Stało się – nowa władza przejęła państwowe media i niebawem przekonamy się, na ile była to dobra zmiana. Ale szkoda, że tak wyszło. To była świetna okazja, by tak po prostu wyłączyć TVP.
Po co w ogóle utrzymywać TVP? Ktoś powie, że dla transmisji sportowych, ktoś powie, że dla teleturnieju „Jeden z dziesięciu”. Ktoś inny stwierdzi, że może porządne newsy wrócą na antenę TVP Info. A więc tak – „Jednego z dziesięciu” będzie faktycznie szkoda. Transmisje sportowe? Spokojnie, komercyjne stacje się tym zaopiekują. Polityczne newsy? Tego akurat w Polsce naprawdę pod dostatkiem.
Tak naprawdę TVP po prostu nie potrzebujemy. I szkoda, że mamy awanturę z przejmowaniem stacji przez nową władzę. Lepsza byłaby awantura (być może jeszcze większa) z wyłączeniem sygnału na dobre. Ale przynajmniej mogłaby to być ostatnia awantura z TVP w roli głównej.
Wyłączyć TVP. Nigdy nie zrobimy sensownej telewizji publicznej
Cała idea, która stoi za naszymi mediami publicznymi, po prostu jest bezsensowna. Mamy tam trochę taniej rozrywki pokroju Sylwester Marzeń, trochę newsów politycznych – i trochę „misji”, którą – umówmy się – mało kto ogląda. To wszystko finansowane jest trochę wolnorynkowo (z reklam), a trochę z abonamentu (który mało kto tak naprawdę płaci). Skoro abonamentu płacić nie chcemy, władza PiS zdecydowała, że musi wprowadzić dwumiliardowe „rekompensaty”.
To wszystko jest absurdalne – gdyby Polacy czuli, że TVP jest warta ich pieniędzy, płaciliby abonament. Gdyby oferta TVP byłaby wystarczająco atrakcyjna, udałoby się to utrzymać z reklam. W obecnej sytuacji mamy dziwną hydrę, którą i tak koniec końców zarządzają politycy.

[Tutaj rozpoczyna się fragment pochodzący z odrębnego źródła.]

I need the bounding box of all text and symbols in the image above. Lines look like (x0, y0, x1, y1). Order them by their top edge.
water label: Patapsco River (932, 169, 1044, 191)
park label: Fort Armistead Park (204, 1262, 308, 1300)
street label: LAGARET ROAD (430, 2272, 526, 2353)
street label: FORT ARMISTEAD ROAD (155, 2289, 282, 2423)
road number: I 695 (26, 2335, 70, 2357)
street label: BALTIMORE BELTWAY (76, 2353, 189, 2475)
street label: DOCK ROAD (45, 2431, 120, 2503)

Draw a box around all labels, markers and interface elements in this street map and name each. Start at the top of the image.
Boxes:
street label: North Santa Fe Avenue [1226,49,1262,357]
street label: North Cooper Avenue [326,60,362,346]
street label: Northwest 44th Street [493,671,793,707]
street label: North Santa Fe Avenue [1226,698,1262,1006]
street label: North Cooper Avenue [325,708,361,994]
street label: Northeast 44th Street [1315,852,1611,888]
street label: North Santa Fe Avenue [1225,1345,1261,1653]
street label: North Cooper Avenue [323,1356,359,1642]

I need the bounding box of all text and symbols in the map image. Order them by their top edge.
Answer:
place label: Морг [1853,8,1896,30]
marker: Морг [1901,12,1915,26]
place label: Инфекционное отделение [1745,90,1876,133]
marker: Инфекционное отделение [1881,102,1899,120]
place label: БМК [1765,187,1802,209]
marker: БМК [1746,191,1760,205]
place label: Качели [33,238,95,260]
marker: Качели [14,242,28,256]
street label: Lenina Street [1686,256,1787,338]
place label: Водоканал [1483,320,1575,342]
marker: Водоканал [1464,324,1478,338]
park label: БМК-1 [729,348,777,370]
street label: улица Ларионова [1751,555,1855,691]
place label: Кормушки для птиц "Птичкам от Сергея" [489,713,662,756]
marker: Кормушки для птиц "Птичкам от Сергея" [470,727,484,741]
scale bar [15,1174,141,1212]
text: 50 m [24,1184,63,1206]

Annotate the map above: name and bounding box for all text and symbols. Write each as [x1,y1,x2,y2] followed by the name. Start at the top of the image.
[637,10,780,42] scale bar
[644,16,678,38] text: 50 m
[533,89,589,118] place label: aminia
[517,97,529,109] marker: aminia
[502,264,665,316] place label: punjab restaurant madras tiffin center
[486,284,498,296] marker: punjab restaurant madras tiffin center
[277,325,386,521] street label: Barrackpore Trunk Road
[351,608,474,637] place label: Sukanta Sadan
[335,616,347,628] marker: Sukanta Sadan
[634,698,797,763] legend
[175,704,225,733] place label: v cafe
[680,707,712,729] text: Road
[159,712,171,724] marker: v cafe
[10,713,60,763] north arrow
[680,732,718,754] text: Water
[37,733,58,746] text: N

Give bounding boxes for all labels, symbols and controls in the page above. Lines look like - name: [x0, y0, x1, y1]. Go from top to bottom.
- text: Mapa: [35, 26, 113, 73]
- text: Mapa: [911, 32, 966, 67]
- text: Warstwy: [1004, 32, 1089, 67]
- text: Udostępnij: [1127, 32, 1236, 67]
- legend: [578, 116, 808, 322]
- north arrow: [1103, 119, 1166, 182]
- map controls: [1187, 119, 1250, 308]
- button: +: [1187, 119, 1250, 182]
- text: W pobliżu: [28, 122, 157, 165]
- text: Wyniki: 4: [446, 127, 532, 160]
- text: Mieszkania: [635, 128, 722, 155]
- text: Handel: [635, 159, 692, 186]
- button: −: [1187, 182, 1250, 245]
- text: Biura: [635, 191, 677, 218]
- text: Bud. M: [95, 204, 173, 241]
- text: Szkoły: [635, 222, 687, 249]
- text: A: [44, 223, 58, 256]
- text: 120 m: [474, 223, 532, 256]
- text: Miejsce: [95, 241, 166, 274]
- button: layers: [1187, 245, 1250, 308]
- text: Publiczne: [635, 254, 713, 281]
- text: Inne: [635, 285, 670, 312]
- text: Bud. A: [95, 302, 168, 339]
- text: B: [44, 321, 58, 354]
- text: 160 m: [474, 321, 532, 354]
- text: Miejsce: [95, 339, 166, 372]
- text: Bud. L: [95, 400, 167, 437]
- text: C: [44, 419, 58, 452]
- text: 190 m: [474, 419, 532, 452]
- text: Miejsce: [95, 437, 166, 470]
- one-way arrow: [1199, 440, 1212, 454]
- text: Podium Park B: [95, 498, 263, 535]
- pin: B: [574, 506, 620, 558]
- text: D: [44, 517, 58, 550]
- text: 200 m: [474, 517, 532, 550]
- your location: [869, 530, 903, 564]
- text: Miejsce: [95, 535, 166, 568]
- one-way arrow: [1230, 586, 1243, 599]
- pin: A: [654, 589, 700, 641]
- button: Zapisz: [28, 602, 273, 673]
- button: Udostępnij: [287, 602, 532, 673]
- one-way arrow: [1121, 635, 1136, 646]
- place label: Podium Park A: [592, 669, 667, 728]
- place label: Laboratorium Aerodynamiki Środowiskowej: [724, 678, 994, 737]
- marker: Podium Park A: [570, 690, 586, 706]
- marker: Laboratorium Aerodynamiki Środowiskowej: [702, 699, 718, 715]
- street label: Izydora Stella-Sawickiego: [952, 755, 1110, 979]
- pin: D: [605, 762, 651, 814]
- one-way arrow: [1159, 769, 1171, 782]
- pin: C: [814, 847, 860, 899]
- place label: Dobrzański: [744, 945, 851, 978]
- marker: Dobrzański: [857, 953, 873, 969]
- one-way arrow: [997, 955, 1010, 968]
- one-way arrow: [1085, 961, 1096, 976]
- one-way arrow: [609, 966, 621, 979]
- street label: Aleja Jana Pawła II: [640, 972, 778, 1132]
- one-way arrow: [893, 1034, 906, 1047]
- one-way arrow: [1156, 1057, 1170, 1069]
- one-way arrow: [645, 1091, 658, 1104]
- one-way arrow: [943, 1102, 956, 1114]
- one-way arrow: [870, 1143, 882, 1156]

Słychać argument, że przecież Brytyjczycy czy Niemcy umieją robić dobre telewizje publiczne. I że my też powinniśmy spróbować. Szkopuł w tym, że próbowaliśmy! Skoro przez ponad trzy dekady nie wyszło, naprawdę marna jest szansa, że kiedyś wyjdzie.
Poza tym w Niemczech czy w Wielkiej Brytanii telewizję publiczną tworzono w czasach, gdy to medium się rozwijało. Teraz wyraźnie się zwija – mówiąc zupełnie poważnie, większy sens chyba miałoby teraz zainwestowanie w publiczną platformę streamingową z prawdziwego zdarzenia.
Nie warto więc się kłócić o TVP, lepiej po prostu państwową telewizję wyłączyć. No, można ewentualnie poczekać aż Tadeusz Sznuk przejdzie na emeryturę.